Le pire est passé mais ce n’est pas encore la fin du voyage. Débarqués sur l’île de Lesbos, en Grèce, l’accueil est tout sauf très chaleureux dans un camp de l’UNICEF : les services d’accueil sont débordés. Après une rapide visite médicale conclue souvent par la remise d’un cachet de Doliprane, on leur donne deux petites tentes de deux personnes pour abriter les sept membres de la famille. Dehors, une queue permanente de dizaines de personnes se presse pour obtenir eau ou nourriture… Aucune information sur leur avenir ni remise de papiers ne leur est donnée pendant les 20 mois que va durer de leur séjour, sans aucune activité si ce n’est un ballon pour les enfants.

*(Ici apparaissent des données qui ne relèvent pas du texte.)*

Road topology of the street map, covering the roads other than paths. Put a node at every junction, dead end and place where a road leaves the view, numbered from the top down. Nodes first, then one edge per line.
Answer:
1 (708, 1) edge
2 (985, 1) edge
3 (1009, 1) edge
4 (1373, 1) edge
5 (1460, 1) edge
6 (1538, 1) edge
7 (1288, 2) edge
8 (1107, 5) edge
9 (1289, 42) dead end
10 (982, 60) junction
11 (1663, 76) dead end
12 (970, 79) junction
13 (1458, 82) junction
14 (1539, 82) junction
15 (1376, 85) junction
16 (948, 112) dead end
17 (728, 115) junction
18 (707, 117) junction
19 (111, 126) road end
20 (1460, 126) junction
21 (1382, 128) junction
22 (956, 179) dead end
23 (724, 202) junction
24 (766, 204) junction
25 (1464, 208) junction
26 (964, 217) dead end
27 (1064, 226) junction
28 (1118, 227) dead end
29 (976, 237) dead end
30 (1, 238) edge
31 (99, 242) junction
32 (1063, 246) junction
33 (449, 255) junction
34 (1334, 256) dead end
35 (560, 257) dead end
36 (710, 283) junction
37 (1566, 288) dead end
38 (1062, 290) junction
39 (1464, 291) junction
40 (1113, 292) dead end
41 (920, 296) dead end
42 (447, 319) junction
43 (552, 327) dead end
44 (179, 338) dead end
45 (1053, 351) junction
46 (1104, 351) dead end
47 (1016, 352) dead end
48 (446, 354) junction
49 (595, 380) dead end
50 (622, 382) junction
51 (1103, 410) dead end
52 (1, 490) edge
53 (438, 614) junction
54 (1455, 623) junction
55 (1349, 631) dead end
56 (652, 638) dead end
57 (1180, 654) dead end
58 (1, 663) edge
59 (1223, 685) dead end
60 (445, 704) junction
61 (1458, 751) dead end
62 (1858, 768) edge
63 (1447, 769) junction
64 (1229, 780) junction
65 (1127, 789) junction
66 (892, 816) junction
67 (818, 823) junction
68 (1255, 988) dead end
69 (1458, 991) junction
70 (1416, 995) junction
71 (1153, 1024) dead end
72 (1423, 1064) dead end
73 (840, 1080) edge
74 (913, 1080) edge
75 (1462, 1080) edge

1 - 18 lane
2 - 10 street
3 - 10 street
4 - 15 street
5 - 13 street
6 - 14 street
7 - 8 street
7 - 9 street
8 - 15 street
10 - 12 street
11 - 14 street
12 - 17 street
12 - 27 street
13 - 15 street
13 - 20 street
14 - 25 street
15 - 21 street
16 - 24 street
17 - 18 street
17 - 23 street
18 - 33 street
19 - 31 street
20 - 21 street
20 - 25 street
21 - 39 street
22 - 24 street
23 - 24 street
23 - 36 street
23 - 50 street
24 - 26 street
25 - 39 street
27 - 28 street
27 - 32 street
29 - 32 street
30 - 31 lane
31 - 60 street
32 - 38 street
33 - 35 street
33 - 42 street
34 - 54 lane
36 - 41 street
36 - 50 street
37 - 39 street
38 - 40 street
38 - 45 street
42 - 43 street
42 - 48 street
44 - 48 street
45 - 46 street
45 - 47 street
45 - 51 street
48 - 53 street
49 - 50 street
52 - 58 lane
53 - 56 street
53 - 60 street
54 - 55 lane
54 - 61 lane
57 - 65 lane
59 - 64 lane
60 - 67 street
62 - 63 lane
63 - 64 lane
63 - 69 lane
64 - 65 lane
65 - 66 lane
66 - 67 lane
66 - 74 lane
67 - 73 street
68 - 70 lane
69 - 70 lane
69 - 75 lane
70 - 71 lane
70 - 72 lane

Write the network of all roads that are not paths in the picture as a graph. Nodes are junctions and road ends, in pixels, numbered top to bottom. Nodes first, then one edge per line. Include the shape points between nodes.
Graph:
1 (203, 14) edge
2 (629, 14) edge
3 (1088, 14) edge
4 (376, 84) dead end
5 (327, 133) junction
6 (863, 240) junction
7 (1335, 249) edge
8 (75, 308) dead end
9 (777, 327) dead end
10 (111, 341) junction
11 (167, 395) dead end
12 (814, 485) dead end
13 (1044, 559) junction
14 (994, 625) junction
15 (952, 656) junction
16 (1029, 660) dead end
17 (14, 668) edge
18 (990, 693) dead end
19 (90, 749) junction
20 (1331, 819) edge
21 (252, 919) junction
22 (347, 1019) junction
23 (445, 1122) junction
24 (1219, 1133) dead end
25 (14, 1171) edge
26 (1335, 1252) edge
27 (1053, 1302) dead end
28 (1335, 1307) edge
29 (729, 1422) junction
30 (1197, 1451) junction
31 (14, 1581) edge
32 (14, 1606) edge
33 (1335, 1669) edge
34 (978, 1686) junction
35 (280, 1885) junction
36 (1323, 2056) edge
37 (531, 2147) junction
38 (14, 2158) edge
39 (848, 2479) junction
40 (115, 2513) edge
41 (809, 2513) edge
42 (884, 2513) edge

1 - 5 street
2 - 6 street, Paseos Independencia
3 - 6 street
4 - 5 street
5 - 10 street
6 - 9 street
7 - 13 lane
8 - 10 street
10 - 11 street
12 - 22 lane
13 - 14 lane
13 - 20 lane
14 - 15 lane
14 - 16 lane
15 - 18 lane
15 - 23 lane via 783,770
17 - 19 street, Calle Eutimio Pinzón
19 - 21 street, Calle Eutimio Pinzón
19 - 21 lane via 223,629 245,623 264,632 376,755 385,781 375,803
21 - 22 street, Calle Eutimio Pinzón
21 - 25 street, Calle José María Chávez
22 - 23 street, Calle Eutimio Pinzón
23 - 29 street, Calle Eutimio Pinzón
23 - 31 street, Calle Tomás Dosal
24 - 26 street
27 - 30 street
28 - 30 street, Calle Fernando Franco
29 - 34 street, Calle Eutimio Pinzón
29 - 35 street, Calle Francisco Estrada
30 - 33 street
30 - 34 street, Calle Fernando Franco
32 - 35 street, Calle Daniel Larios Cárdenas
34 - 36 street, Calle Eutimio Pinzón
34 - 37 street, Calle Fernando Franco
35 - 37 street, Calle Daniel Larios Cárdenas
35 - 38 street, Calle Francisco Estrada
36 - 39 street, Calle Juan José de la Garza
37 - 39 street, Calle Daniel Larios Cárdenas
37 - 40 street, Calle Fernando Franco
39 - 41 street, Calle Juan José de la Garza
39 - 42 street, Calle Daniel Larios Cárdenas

Un jour, Ahmed, le père, décide de faire monter sa famille sur un ferry qui va les conduire à Athènes où les attendent de nouveaux passeurs, tout aussi organisés que les afghans, pakistanais, iraniens ou Turcs croisés auparavant. Les mafias de passeurs des différents pays contrôlent le trafic migratoire, devenu le plus rémunérateur de la Méditerranée. Par bus ou voiture, la famille va réussir à arriver à traverser la Grèce, l’Albanie, la Croatie, la Slovénie et l’Italie avant de se retrouver refoulés dès la frontière française passée, à Vintimille, car, ayant déjà donnés leurs empreintes en Italie, ou même dans les pays précédents, ils étaient censés être pris en charge par ces pays.
Heureusement, le règlement et la pratique diffèrent souvent. Ayant fait demi-tour en train vers Rome, la famille, à peine arrivée, sans quitter la gare, prend aussitôt des billets pour Paris et peut enfin atteindre, sans contrôle spécial, la gare de Lyon.
Trois ans pour faire le trajet Kaboul/Paris : l’obstination et le courage d’Ahmed et de sa famille avaient enfin sa récompense en atteignant la France, ce pays qu’ils ne connaissaient que de réputation, celle d’être la patrie des droits de l’homme.
Aujourd’hui, la famille vient enfin d’obtenir un statut de réfugiés, un droit d’asile dans l’attente d’une naturalisation future et, logés provisoirement au Huda de Bourg la Reine, sont dans l’attente d’un logement pour avoir enfin le luxe d’une vie normale, avec un travail pour le père, des soins pour la mère affaiblie par cet exil et une scolarité pour les enfants.
On pourrait alors dire qu’une réputation n’est pas toujours trompeuse.